# [Material supplied]
=== Begin Enclosure ===

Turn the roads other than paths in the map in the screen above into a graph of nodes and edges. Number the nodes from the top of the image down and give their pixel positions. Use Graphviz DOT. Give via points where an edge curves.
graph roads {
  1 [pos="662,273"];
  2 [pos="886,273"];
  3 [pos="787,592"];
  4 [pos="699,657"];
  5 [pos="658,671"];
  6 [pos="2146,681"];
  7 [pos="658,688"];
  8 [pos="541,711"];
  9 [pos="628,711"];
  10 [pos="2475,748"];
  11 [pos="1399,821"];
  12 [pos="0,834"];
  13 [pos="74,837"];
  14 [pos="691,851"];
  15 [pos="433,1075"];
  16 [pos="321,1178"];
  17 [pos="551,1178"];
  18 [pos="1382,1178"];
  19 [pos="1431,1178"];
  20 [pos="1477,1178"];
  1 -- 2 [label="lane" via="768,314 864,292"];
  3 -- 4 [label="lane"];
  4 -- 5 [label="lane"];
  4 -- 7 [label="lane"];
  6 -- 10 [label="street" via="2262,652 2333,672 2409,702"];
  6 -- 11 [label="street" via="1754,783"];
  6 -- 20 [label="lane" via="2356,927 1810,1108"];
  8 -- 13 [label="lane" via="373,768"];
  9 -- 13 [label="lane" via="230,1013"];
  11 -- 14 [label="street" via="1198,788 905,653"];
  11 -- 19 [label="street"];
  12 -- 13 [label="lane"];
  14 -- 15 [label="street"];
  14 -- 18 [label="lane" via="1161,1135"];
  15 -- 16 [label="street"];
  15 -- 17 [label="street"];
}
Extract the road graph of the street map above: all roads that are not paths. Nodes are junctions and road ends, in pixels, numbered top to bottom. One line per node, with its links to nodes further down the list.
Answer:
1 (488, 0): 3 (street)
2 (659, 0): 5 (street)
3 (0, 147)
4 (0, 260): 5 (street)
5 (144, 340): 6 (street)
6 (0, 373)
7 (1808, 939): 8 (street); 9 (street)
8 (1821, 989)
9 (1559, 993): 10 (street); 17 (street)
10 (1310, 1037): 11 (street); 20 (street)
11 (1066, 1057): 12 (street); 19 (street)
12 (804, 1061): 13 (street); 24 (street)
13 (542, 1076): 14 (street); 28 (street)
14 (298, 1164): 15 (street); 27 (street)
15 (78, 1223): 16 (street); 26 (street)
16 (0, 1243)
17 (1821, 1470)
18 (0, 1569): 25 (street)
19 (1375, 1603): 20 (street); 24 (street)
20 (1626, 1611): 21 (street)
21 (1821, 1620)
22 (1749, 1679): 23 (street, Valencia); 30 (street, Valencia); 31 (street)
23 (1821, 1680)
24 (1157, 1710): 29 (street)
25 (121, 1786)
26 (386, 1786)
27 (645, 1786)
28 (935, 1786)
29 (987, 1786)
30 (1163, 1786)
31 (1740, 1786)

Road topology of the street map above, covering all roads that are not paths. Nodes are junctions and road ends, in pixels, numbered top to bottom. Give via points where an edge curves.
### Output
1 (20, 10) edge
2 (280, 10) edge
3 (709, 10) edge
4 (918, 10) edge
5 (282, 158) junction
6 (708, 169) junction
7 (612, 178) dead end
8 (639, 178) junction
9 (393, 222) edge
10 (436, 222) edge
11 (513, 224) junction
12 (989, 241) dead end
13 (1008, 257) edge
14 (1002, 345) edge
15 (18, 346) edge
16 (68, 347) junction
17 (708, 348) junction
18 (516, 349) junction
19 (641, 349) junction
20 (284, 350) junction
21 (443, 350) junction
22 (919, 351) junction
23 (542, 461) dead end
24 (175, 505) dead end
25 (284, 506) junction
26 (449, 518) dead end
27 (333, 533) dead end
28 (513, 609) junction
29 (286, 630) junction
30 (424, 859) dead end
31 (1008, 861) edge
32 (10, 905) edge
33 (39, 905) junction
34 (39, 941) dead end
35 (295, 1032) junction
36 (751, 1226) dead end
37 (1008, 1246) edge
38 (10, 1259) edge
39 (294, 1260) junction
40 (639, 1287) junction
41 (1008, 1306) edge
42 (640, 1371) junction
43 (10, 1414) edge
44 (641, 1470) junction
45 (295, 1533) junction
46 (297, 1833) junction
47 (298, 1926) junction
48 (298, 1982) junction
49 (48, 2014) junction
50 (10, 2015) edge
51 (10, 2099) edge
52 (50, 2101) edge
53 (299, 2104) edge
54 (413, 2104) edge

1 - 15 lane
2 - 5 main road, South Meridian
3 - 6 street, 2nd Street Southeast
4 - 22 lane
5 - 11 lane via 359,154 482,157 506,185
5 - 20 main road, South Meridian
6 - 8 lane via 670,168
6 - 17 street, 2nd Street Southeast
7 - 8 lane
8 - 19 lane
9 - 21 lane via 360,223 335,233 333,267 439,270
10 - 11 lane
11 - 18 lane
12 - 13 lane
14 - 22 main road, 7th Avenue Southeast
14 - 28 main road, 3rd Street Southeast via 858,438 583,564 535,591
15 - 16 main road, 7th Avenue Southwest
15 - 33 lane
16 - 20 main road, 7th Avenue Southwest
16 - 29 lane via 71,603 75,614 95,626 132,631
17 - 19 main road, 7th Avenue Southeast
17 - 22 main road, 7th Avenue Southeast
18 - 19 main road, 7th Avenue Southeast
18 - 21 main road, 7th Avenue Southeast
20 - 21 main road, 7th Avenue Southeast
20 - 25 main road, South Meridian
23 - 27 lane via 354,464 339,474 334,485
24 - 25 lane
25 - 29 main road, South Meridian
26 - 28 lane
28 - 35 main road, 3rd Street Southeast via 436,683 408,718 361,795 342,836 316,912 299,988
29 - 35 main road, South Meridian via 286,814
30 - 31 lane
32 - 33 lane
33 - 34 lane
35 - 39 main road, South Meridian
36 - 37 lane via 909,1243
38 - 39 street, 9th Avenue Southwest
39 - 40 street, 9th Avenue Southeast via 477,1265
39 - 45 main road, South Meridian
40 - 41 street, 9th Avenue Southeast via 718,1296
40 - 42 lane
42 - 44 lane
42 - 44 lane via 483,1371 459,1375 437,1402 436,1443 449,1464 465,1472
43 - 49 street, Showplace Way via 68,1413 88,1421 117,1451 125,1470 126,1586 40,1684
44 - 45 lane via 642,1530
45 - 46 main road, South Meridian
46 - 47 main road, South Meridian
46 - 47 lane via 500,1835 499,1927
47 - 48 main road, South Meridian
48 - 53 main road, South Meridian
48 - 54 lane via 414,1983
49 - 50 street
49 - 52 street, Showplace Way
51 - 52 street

=== End Enclosure ===

# [What the exercise asks]
Line by line, repeat the data exactly.

# [Expected answer]
Turn the roads other than paths in the map in the screen above into a graph of nodes and edges. Number the nodes from the top of the image down and give their pixel positions. Use Graphviz DOT. Give via points where an edge curves.
graph roads {
  1 [pos="662,273"];
  2 [pos="886,273"];
  3 [pos="787,592"];
  4 [pos="699,657"];
  5 [pos="658,671"];
  6 [pos="2146,681"];
  7 [pos="658,688"];
  8 [pos="541,711"];
  9 [pos="628,711"];
  10 [pos="2475,748"];
  11 [pos="1399,821"];
  12 [pos="0,834"];
  13 [pos="74,837"];
  14 [pos="691,851"];
  15 [pos="433,1075"];
  16 [pos="321,1178"];
  17 [pos="551,1178"];
  18 [pos="1382,1178"];
  19 [pos="1431,1178"];
  20 [pos="1477,1178"];
  1 -- 2 [label="lane" via="768,314 864,292"];
  3 -- 4 [label="lane"];
  4 -- 5 [label="lane"];
  4 -- 7 [label="lane"];
  6 -- 10 [label="street" via="2262,652 2333,672 2409,702"];
  6 -- 11 [label="street" via="1754,783"];
  6 -- 20 [label="lane" via="2356,927 1810,1108"];
  8 -- 13 [label="lane" via="373,768"];
  9 -- 13 [label="lane" via="230,1013"];
  11 -- 14 [label="street" via="1198,788 905,653"];
  11 -- 19 [label="street"];
  12 -- 13 [label="lane"];
  14 -- 15 [label="street"];
  14 -- 18 [label="lane" via="1161,1135"];
  15 -- 16 [label="street"];
  15 -- 17 [label="street"];
}
Extract the road graph of the street map above: all roads that are not paths. Nodes are junctions and road ends, in pixels, numbered top to bottom. One line per node, with its links to nodes further down the list.
Answer:
1 (488, 0): 3 (street)
2 (659, 0): 5 (street)
3 (0, 147)
4 (0, 260): 5 (street)
5 (144, 340): 6 (street)
6 (0, 373)
7 (1808, 939): 8 (street); 9 (street)
8 (1821, 989)
9 (1559, 993): 10 (street); 17 (street)
10 (1310, 1037): 11 (street); 20 (street)
11 (1066, 1057): 12 (street); 19 (street)
12 (804, 1061): 13 (street); 24 (street)
13 (542, 1076): 14 (street); 28 (street)
14 (298, 1164): 15 (street); 27 (street)
15 (78, 1223): 16 (street); 26 (street)
16 (0, 1243)
17 (1821, 1470)
18 (0, 1569): 25 (street)
19 (1375, 1603): 20 (street); 24 (street)
20 (1626, 1611): 21 (street)
21 (1821, 1620)
22 (1749, 1679): 23 (street, Valencia); 30 (street, Valencia); 31 (street)
23 (1821, 1680)
24 (1157, 1710): 29 (street)
25 (121, 1786)
26 (386, 1786)
27 (645, 1786)
28 (935, 1786)
29 (987, 1786)
30 (1163, 1786)
31 (1740, 1786)

Road topology of the street map above, covering all roads that are not paths. Nodes are junctions and road ends, in pixels, numbered top to bottom. Give via points where an edge curves.
### Output
1 (20, 10) edge
2 (280, 10) edge
3 (709, 10) edge
4 (918, 10) edge
5 (282, 158) junction
6 (708, 169) junction
7 (612, 178) dead end
8 (639, 178) junction
9 (393, 222) edge
10 (436, 222) edge
11 (513, 224) junction
12 (989, 241) dead end
13 (1008, 257) edge
14 (1002, 345) edge
15 (18, 346) edge
16 (68, 347) junction
17 (708, 348) junction
18 (516, 349) junction
19 (641, 349) junction
20 (284, 350) junction
21 (443, 350) junction
22 (919, 351) junction
23 (542, 461) dead end
24 (175, 505) dead end
25 (284, 506) junction
26 (449, 518) dead end
27 (333, 533) dead end
28 (513, 609) junction
29 (286, 630) junction
30 (424, 859) dead end
31 (1008, 861) edge
32 (10, 905) edge
33 (39, 905) junction
34 (39, 941) dead end
35 (295, 1032) junction
36 (751, 1226) dead end
37 (1008, 1246) edge
38 (10, 1259) edge
39 (294, 1260) junction
40 (639, 1287) junction
41 (1008, 1306) edge
42 (640, 1371) junction
43 (10, 1414) edge
44 (641, 1470) junction
45 (295, 1533) junction
46 (297, 1833) junction
47 (298, 1926) junction
48 (298, 1982) junction
49 (48, 2014) junction
50 (10, 2015) edge
51 (10, 2099) edge
52 (50, 2101) edge
53 (299, 2104) edge
54 (413, 2104) edge

1 - 15 lane
2 - 5 main road, South Meridian
3 - 6 street, 2nd Street Southeast
4 - 22 lane
5 - 11 lane via 359,154 482,157 506,185
5 - 20 main road, South Meridian
6 - 8 lane via 670,168
6 - 17 street, 2nd Street Southeast
7 - 8 lane
8 - 19 lane
9 - 21 lane via 360,223 335,233 333,267 439,270
10 - 11 lane
11 - 18 lane
12 - 13 lane
14 - 22 main road, 7th Avenue Southeast
14 - 28 main road, 3rd Street Southeast via 858,438 583,564 535,591
15 - 16 main road, 7th Avenue Southwest
15 - 33 lane
16 - 20 main road, 7th Avenue Southwest
16 - 29 lane via 71,603 75,614 95,626 132,631
17 - 19 main road, 7th Avenue Southeast
17 - 22 main road, 7th Avenue Southeast
18 - 19 main road, 7th Avenue Southeast
18 - 21 main road, 7th Avenue Southeast
20 - 21 main road, 7th Avenue Southeast
20 - 25 main road, South Meridian
23 - 27 lane via 354,464 339,474 334,485
24 - 25 lane
25 - 29 main road, South Meridian
26 - 28 lane
28 - 35 main road, 3rd Street Southeast via 436,683 408,718 361,795 342,836 316,912 299,988
29 - 35 main road, South Meridian via 286,814
30 - 31 lane
32 - 33 lane
33 - 34 lane
35 - 39 main road, South Meridian
36 - 37 lane via 909,1243
38 - 39 street, 9th Avenue Southwest
39 - 40 street, 9th Avenue Southeast via 477,1265
39 - 45 main road, South Meridian
40 - 41 street, 9th Avenue Southeast via 718,1296
40 - 42 lane
42 - 44 lane
42 - 44 lane via 483,1371 459,1375 437,1402 436,1443 449,1464 465,1472
43 - 49 street, Showplace Way via 68,1413 88,1421 117,1451 125,1470 126,1586 40,1684
44 - 45 lane via 642,1530
45 - 46 main road, South Meridian
46 - 47 main road, South Meridian
46 - 47 lane via 500,1835 499,1927
47 - 48 main road, South Meridian
48 - 53 main road, South Meridian
48 - 54 lane via 414,1983
49 - 50 street
49 - 52 street, Showplace Way
51 - 52 street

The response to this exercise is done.